Il pentito nell’ottobre 1993 aveva fatto cenni su via D’Amelio (“per ora sono stanco, ne parlerò in seguito”), ma poi subisce il sequestro del figlio e abbandona l’argomento. Solo dopo avere appreso della morte del bimbo, il collaboratore riprende a parlare indicando alcune circostanze relative alla preparazione dell’attentato coinvolgendo Pietro Aglieri e Carlo Greco, che sarebbero stati avvertiti da Giovanni Brusca. I magistrati erano convinti che Di Matteo avrebbe potuto dire ancora molto sulla strage e per questo lo avevano citato più volte nei processi, ma lui si era rifiutato di deporre.

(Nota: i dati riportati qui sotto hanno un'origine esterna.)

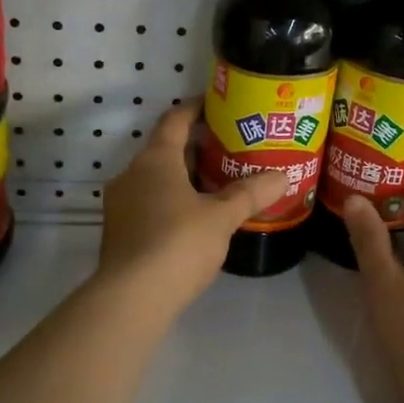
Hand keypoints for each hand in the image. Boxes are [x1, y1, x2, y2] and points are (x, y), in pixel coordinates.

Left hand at [96, 103, 288, 312]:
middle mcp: (131, 174)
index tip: (217, 104)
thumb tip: (283, 176)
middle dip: (196, 148)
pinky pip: (149, 204)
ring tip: (218, 185)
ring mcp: (121, 205)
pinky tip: (196, 219)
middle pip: (165, 150)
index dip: (195, 109)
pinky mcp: (120, 232)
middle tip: (230, 150)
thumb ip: (250, 194)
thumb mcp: (222, 217)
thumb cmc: (178, 244)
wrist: (131, 298)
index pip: (174, 120)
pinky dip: (172, 202)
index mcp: (154, 160)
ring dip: (184, 178)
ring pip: (156, 180)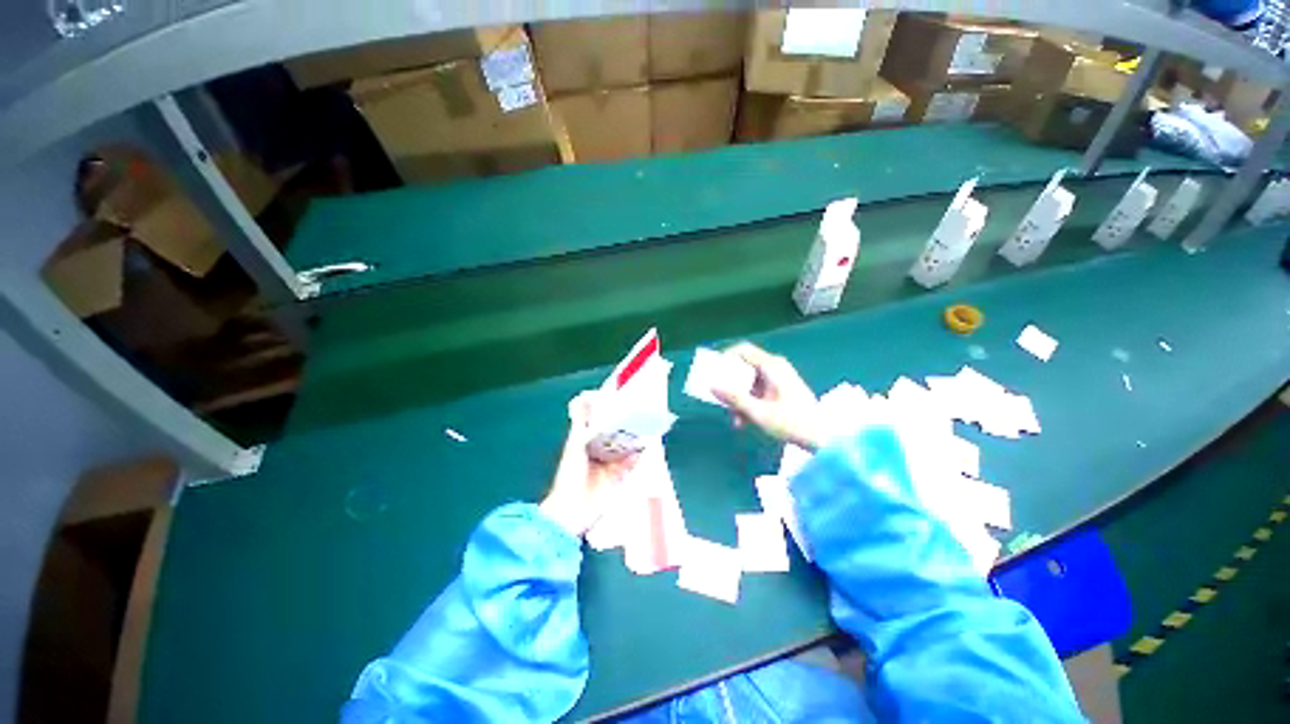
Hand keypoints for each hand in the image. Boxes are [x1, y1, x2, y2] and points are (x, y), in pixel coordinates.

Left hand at [540, 391, 638, 536]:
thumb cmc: (570, 475)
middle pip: (618, 432)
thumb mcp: (574, 445)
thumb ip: (581, 423)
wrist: (572, 510)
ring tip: (650, 422)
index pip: (603, 421)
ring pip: (628, 445)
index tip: (625, 399)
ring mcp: (612, 463)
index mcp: (588, 440)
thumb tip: (585, 396)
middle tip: (643, 409)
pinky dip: (642, 453)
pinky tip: (650, 443)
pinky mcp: (621, 475)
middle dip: (629, 423)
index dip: (613, 411)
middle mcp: (601, 450)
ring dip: (637, 437)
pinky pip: (634, 461)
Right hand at [711, 342, 823, 450]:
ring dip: (739, 399)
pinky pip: (757, 391)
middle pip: (743, 368)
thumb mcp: (759, 412)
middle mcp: (774, 368)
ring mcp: (778, 380)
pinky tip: (745, 422)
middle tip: (722, 401)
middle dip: (730, 386)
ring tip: (736, 420)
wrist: (824, 438)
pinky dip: (749, 403)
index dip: (724, 358)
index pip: (742, 350)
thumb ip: (734, 398)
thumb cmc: (793, 423)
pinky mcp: (780, 391)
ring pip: (749, 383)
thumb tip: (711, 386)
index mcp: (771, 366)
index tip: (713, 373)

Agli atti dell’inchiesta denominata “via d’Amelio quater” già chiusa dalla procura di Caltanissetta dieci anni fa, si trova un’intercettazione del pentito Mario Santo Di Matteo in cui fa riferimento alla strage in cui morì Paolo Borsellino e gli agenti della scorta. La registrazione è del dicembre 1993. In lacrime per la sorte del figlio, appena sequestrato dalla mafia, Franca Castellese, moglie del pentito, esortava il marito a non proseguire la collaborazione con la giustizia ricordandogli “la strage Borsellino, dove c’era stato un infiltrato”.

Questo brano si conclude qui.